======== Records to use

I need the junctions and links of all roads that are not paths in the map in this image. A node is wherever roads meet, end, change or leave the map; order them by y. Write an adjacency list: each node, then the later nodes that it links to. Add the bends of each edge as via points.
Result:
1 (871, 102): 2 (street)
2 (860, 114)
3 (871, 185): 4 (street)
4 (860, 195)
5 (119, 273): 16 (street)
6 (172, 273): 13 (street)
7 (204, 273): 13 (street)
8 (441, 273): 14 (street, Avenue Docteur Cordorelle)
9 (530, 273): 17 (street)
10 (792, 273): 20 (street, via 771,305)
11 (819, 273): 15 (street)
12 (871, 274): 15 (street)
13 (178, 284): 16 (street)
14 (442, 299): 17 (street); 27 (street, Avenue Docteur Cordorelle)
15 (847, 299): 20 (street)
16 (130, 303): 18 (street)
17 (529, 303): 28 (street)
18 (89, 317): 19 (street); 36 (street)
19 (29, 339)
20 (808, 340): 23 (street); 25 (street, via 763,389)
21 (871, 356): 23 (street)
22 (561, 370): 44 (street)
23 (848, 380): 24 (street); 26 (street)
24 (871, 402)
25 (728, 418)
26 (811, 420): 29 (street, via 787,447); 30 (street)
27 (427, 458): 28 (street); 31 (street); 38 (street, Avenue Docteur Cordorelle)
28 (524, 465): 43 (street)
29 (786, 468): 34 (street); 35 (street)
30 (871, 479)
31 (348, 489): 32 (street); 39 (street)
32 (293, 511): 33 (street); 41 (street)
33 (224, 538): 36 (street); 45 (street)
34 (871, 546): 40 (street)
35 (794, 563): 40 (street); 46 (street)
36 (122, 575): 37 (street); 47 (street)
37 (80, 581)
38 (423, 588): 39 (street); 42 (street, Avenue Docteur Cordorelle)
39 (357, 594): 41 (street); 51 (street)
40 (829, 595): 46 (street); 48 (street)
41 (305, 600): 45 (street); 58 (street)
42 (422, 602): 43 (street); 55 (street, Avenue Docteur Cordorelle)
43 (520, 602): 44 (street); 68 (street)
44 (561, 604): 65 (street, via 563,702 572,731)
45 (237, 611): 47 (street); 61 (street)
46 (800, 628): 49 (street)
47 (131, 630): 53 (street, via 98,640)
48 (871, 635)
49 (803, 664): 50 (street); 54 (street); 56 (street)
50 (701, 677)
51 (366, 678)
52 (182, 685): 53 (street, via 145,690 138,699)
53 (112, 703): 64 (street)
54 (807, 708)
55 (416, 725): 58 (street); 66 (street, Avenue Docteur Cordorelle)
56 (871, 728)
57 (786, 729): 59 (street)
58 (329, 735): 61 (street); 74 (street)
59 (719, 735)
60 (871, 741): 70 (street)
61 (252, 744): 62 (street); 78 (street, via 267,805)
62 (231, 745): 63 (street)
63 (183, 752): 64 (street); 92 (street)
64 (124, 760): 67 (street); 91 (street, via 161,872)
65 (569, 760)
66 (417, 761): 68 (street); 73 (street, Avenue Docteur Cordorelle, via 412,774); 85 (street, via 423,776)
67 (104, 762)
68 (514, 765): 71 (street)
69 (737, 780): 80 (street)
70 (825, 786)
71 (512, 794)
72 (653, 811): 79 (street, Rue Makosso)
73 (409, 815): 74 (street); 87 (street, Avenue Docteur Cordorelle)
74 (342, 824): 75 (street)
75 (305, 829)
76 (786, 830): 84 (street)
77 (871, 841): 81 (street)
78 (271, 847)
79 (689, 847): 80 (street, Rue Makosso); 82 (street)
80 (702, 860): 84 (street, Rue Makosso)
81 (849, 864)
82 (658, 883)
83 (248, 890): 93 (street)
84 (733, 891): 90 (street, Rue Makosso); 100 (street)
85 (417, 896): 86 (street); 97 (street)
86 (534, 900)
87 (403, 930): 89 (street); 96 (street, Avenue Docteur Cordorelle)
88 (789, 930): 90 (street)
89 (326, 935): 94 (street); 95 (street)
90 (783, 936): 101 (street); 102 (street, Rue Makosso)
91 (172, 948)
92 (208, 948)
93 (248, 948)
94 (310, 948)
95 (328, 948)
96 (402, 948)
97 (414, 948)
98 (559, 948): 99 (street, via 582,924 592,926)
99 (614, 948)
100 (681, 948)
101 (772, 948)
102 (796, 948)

================

## Problem details
Which lines in the records above include the word "Cordorelle"? Copy them out.

## Expected output
8 (441, 273): 14 (street, Avenue Docteur Cordorelle)
14 (442, 299): 17 (street); 27 (street, Avenue Docteur Cordorelle)
27 (427, 458): 28 (street); 31 (street); 38 (street, Avenue Docteur Cordorelle)
38 (423, 588): 39 (street); 42 (street, Avenue Docteur Cordorelle)
42 (422, 602): 43 (street); 55 (street, Avenue Docteur Cordorelle)
55 (416, 725): 58 (street); 66 (street, Avenue Docteur Cordorelle)
66 (417, 761): 68 (street); 73 (street, Avenue Docteur Cordorelle, via 412,774); 85 (street, via 423,776)
73 (409, 815): 74 (street); 87 (street, Avenue Docteur Cordorelle)
87 (403, 930): 89 (street); 96 (street, Avenue Docteur Cordorelle)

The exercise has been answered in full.